Set down exactly the first line of the entries and every line after it, through the line with "Extract the road".

--------------------

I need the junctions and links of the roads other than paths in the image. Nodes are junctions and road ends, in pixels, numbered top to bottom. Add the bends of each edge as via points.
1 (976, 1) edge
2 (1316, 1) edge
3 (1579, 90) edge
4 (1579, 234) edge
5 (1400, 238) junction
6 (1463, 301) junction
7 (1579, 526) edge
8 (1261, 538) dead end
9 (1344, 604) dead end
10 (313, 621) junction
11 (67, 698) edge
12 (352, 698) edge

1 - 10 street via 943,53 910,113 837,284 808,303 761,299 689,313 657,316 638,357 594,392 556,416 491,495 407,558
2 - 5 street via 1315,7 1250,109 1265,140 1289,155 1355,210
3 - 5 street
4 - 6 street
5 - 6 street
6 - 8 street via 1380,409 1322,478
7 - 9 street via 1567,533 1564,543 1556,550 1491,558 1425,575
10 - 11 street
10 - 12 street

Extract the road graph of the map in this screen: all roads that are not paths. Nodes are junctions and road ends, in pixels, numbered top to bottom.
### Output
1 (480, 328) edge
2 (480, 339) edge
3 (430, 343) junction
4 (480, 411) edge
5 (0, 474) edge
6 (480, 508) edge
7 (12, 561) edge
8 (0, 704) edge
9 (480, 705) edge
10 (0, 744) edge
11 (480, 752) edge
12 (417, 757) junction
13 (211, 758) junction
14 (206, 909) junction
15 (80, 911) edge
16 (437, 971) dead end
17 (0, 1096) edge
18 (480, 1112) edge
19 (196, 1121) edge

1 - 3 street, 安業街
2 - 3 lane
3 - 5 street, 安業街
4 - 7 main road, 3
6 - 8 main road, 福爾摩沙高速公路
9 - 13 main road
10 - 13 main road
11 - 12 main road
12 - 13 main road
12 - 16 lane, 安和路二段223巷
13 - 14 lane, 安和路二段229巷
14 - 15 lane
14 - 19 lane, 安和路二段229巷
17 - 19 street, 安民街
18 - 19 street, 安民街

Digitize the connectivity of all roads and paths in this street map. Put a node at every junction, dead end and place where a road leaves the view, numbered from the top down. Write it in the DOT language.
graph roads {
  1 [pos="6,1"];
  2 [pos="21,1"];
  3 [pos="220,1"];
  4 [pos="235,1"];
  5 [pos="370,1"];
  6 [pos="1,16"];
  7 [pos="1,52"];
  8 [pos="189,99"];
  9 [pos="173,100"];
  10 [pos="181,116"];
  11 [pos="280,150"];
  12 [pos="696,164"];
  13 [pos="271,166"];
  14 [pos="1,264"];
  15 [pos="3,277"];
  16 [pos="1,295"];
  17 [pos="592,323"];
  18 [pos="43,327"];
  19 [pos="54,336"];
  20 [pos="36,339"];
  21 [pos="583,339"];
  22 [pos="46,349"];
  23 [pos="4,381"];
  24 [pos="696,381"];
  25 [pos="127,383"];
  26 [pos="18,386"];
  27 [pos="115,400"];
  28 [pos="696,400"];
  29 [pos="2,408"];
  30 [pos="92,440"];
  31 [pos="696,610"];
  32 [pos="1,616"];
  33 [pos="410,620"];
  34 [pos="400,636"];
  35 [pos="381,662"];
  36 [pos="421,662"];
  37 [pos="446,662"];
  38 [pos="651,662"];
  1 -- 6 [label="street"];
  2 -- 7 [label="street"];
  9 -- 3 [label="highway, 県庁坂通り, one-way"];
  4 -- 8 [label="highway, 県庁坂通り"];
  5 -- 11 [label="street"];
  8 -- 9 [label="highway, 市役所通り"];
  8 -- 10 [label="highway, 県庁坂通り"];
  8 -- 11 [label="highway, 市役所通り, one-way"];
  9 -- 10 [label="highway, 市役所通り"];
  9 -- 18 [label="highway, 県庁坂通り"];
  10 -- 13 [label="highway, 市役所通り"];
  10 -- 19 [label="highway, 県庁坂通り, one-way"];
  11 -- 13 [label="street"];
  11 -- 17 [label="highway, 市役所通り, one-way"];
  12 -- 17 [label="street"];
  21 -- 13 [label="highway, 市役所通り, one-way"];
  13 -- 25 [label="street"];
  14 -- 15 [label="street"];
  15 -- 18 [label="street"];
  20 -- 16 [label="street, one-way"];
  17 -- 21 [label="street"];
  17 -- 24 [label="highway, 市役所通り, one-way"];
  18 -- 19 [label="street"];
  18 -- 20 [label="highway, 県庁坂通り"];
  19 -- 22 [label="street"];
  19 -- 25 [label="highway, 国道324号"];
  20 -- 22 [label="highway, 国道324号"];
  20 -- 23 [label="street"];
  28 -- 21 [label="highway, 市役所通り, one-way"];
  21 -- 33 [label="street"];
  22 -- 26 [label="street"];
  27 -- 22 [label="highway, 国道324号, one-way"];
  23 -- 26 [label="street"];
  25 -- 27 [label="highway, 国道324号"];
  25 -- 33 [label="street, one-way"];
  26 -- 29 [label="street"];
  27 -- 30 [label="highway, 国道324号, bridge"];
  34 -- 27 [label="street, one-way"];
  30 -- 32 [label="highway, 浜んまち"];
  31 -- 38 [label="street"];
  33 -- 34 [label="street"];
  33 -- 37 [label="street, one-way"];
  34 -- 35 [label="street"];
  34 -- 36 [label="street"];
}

--------------------

[ANSWER]
I need the junctions and links of the roads other than paths in the image. Nodes are junctions and road ends, in pixels, numbered top to bottom. Add the bends of each edge as via points.
1 (976, 1) edge
2 (1316, 1) edge
3 (1579, 90) edge
4 (1579, 234) edge
5 (1400, 238) junction
6 (1463, 301) junction
7 (1579, 526) edge
8 (1261, 538) dead end
9 (1344, 604) dead end
10 (313, 621) junction
11 (67, 698) edge
12 (352, 698) edge

1 - 10 street via 943,53 910,113 837,284 808,303 761,299 689,313 657,316 638,357 594,392 556,416 491,495 407,558
2 - 5 street via 1315,7 1250,109 1265,140 1289,155 1355,210
3 - 5 street
4 - 6 street
5 - 6 street
6 - 8 street via 1380,409 1322,478
7 - 9 street via 1567,533 1564,543 1556,550 1491,558 1425,575
10 - 11 street
10 - 12 street

Extract the road graph of the map in this screen: all roads that are not paths. Nodes are junctions and road ends, in pixels, numbered top to bottom.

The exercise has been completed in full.